C. S. Lewis on media: nostalgia, romanticism, adolescence and anime!

The+real+world+vs.+true+reality

Ella Jennings, The Horizon

The “real” world vs. true reality

Will Mundell, Guest Writer

Like a good Westmont student, I recently found myself reading C.S. Lewis’ essay “The Weight of Glory.” And, like a good Westmont student, I found myself enlightened by what I read, particularly Lewis’ quote regarding the human yearning for Heaven:

“In speaking of this desire for our own far off country, which we find in ourselves even now, I feel a certain shyness. I am almost committing an indecency. I am trying to rip open the inconsolable secret in each one of you — the secret which hurts so much that you take your revenge on it by calling it names like Nostalgia and Romanticism and Adolescence; the secret also which pierces with such sweetness that when, in very intimate conversation, the mention of it becomes imminent, we grow awkward and affect to laugh at ourselves; the secret we cannot hide and cannot tell, though we desire to do both.”

When I read that line, “calling it names like Nostalgia and Romanticism and Adolescence,” I thought of a friend whom I often chastise for her dislike of many films I enjoy and revere. I remembered all the times I had privately thought it naive of her to primarily consume “family-friendly” content. Reflecting upon this quote made me realize that I chastise because I am ashamed of my yearning.

To revise my previous views and also thank my dear friend for opening my eyes, I would like to lay out what I believe is wrong with media consumption today, identify what media consumption should look like for Christians and give a practical example of media that fits the bill for proper consumption. 

When analyzing through a Christian lens, we can find many issues with modern media consumption, but I’d like to focus specifically on how media rating systems create false perceptions of reality for viewers. Today, we use the Motion Picture Association film rating system to determine how appropriate films are for each age group.

While these ratings are meant to protect sensitive young viewers from mature themes, they have affected how we see reality. They subconsciously condition us to assume, as Lewis would say, an attitude of “shyness” towards childlike content. We are scared to confront our own yearnings for the “far off country” that we believe we must move on from childishness to more real and adult things, like movies with mature content.
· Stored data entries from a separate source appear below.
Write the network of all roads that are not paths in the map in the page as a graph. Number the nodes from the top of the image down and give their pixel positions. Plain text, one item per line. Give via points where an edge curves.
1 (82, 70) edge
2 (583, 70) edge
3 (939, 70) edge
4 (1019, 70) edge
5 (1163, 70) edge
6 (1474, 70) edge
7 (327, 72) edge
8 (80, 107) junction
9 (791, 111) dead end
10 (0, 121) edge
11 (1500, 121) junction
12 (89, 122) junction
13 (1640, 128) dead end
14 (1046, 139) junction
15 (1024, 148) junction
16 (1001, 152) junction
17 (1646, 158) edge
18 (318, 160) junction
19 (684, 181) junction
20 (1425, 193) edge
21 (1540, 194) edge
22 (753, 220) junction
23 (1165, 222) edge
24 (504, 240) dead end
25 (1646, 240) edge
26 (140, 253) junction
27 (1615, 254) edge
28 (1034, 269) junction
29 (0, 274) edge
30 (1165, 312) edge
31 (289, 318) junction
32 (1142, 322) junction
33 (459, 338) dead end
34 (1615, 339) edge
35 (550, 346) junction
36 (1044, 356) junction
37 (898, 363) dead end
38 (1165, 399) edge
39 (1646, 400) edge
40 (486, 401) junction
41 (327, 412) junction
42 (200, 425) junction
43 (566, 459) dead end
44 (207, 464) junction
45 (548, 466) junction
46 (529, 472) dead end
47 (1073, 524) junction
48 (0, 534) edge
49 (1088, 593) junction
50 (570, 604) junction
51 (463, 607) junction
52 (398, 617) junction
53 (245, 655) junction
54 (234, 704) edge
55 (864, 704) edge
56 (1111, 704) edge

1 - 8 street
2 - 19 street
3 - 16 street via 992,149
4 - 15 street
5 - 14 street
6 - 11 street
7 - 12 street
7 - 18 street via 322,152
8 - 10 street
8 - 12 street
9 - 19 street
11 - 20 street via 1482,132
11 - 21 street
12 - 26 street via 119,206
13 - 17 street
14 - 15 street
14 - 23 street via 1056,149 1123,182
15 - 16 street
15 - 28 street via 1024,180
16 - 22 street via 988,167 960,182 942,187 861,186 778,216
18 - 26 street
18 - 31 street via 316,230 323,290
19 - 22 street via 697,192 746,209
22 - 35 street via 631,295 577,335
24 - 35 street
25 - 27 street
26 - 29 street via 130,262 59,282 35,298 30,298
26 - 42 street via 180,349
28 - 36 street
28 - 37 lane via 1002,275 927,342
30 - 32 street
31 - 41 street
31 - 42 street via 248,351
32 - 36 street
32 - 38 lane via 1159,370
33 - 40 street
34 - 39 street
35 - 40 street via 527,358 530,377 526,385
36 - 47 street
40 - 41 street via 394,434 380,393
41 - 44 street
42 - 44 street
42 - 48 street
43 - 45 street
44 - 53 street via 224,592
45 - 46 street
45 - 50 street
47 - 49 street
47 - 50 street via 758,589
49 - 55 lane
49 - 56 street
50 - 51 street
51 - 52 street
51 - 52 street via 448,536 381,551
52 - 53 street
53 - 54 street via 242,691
I am sure that we have witnessed this phenomenon in our lives. I remember multiple times as a teenager when a group of us would laugh at a friend for not being allowed to watch R-rated movies. Modern rating systems have taught us to equate adult content with reality and childlike content with naivete. From a Christian standpoint, this is wrong because Christians hold Heaven to be more real on the basis of its eternal nature than aspects of adult content like violence, sex and corruption. 
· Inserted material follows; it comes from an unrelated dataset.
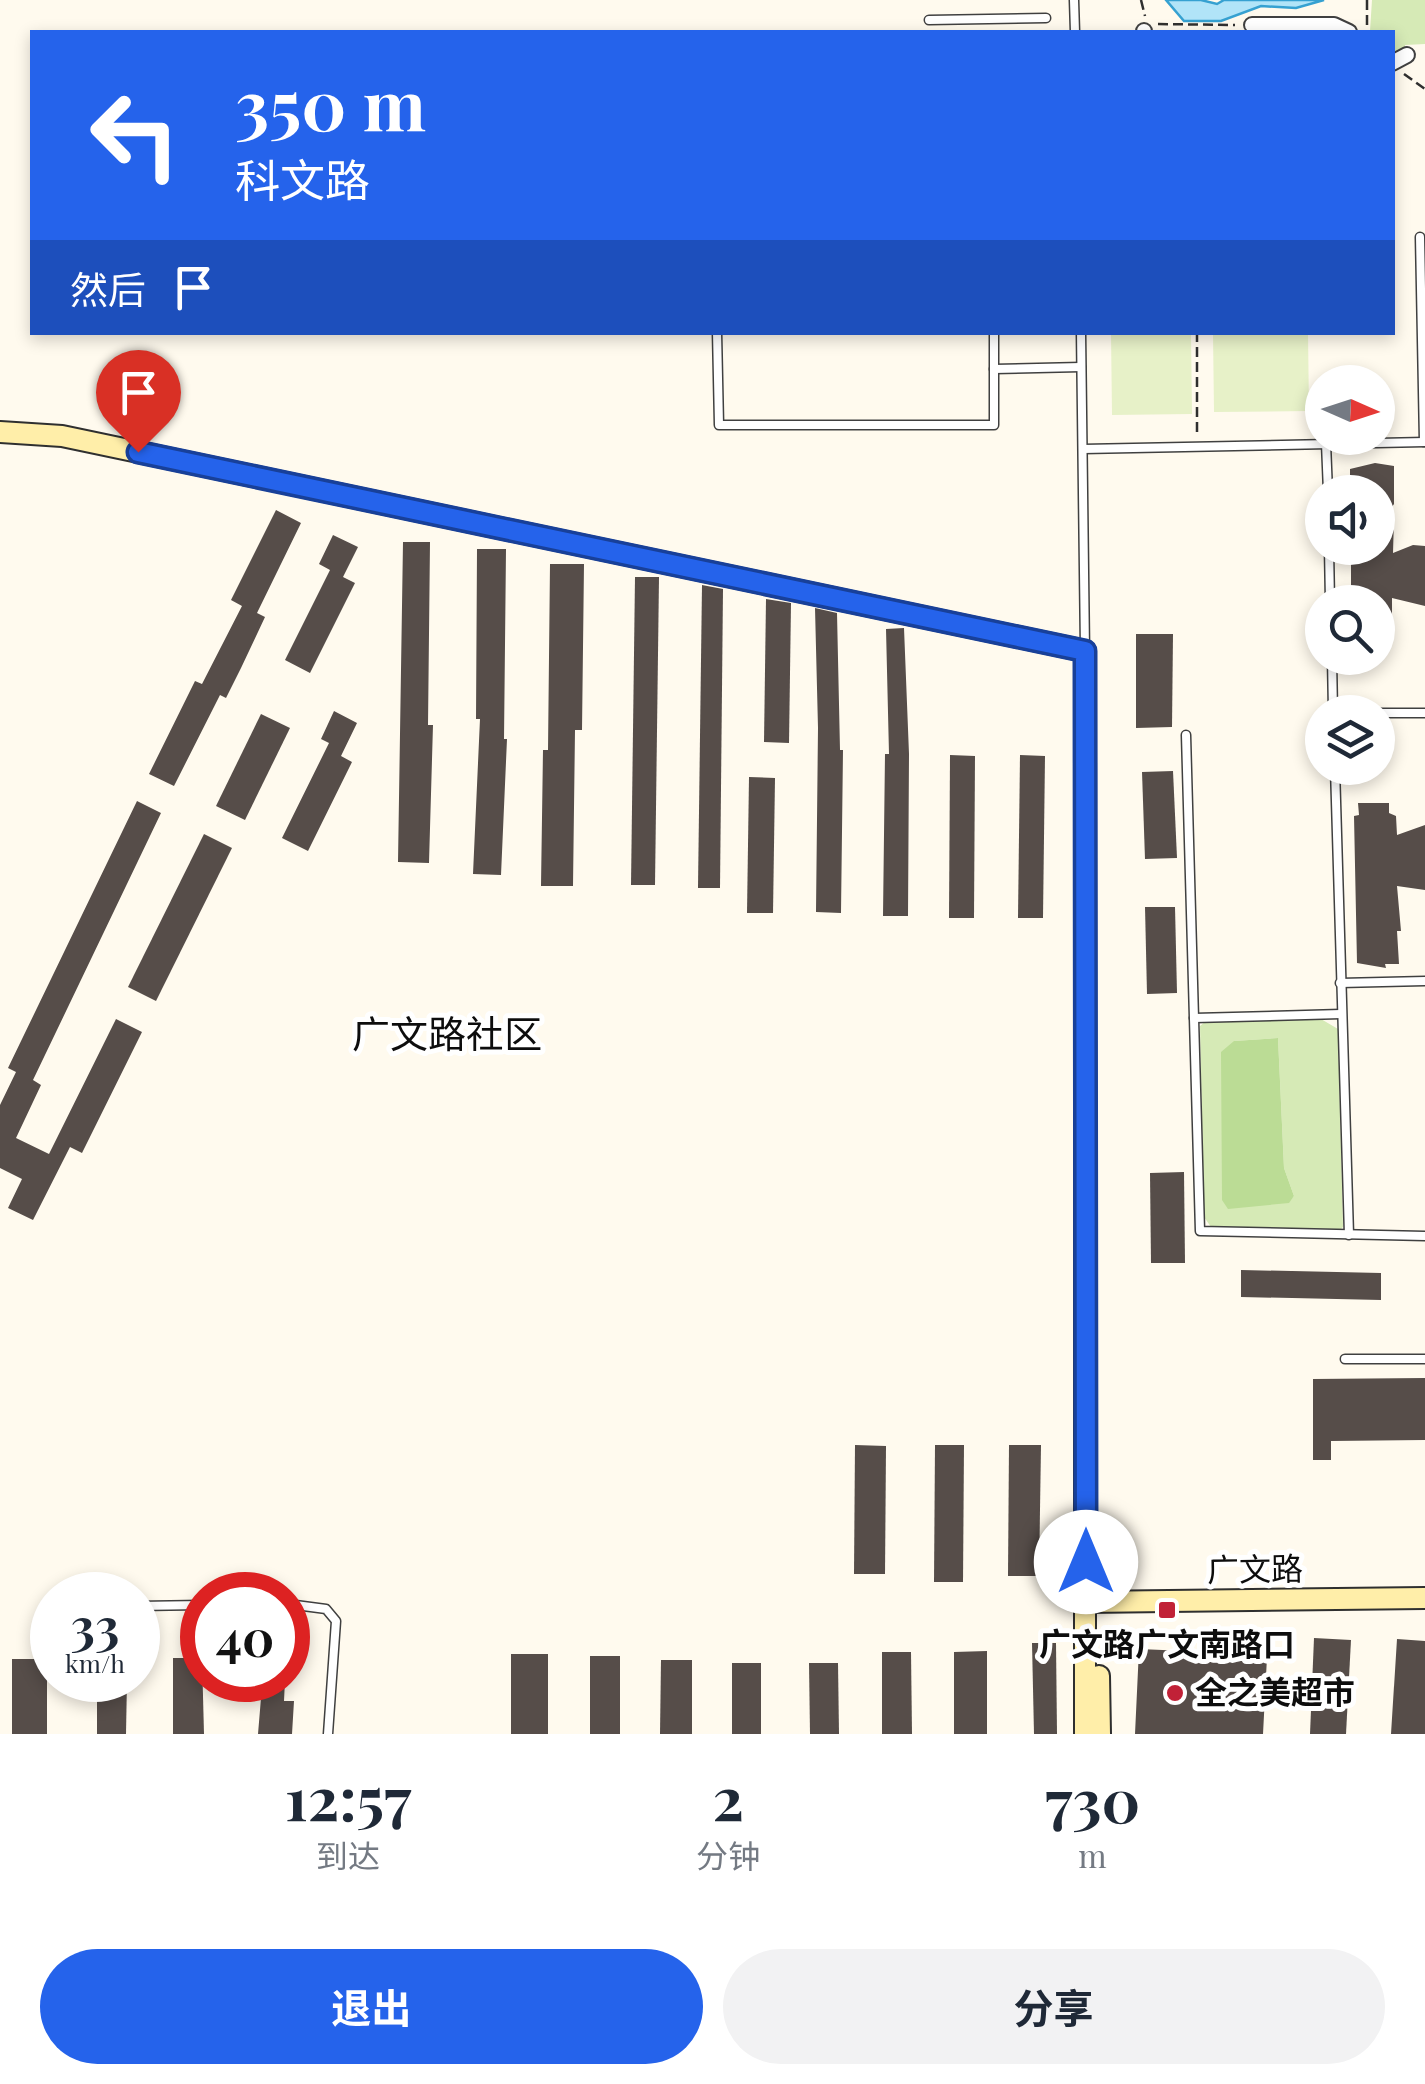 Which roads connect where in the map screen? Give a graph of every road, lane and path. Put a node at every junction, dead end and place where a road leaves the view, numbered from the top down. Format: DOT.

I am by no means advocating for the abolition of a rating system or the removal of all adult content from theaters. Some stories full of mature themes are redeeming or necessary to tell for other reasons. 

However, I propose Christians pay more attention to how much space we afford adult content in our media consumption and turn toward the “family-friendly” content we have too long shunned. Christians should turn towards “Nostalgia, Romanticism, and Adolescence” rather than shy away from it, and in doing so give attention to something even more real than gore and explicit content: Heaven. 

Now the advice I am about to give comes with two important acknowledgements:

(1) Not all children’s content is free of “false reality” themes. Many American kids’ movies are tainted by this “false realism”: melodrama — think Disney’s entire subgenre of “my parents are dead” movies — violence — Marvel movies with lots of killing but no gore — or sensationalism — perfectly programmed colors of “The Emoji Movie” and “Ralph Breaks the Internet.”

(2) This advice comes from someone with characters from Cartoon Network’s animated series “Adventure Time” tattooed on his thigh. 

Despite my obvious personal biases and the apparent state of American media, I wholeheartedly believe that all is not lost. There remains one practical solution that I offer as a cure for any ailment: watch a Studio Ghibli movie. 

Ghibli, for the uninitiated in Japanese animated motion pictures, is a production house founded by prolific animator, screenwriter and director Hayao Miyazaki. Miyazaki’s films are nothing short of incredible. Freed from the Western mold of children’s storytelling, Miyazaki explores profound philosophical questions through silly and fantastical characters and satisfyingly lush animation. 

His main characters — often female! — are young, brave and dynamic. His films leave plots unresolved and viewers with lingering feelings of yearning that writer Ligaya Mishan poetically calls “a yearning, faintly mournful, for an older Japan, one free of both imperialistic hubris and Western materialism.” 

Evidently, Hayao Miyazaki knows a thing or two about yearning; he even claims in his book “Starting Point” that the point of his movies is to “comfort you — to fill in the gap that might be in your heart or your everyday life.” This is the type of media that Christians should consider lending more attention to because it actively seeks to, as Lewis would say, “wake us from the evil enchantment of worldliness.”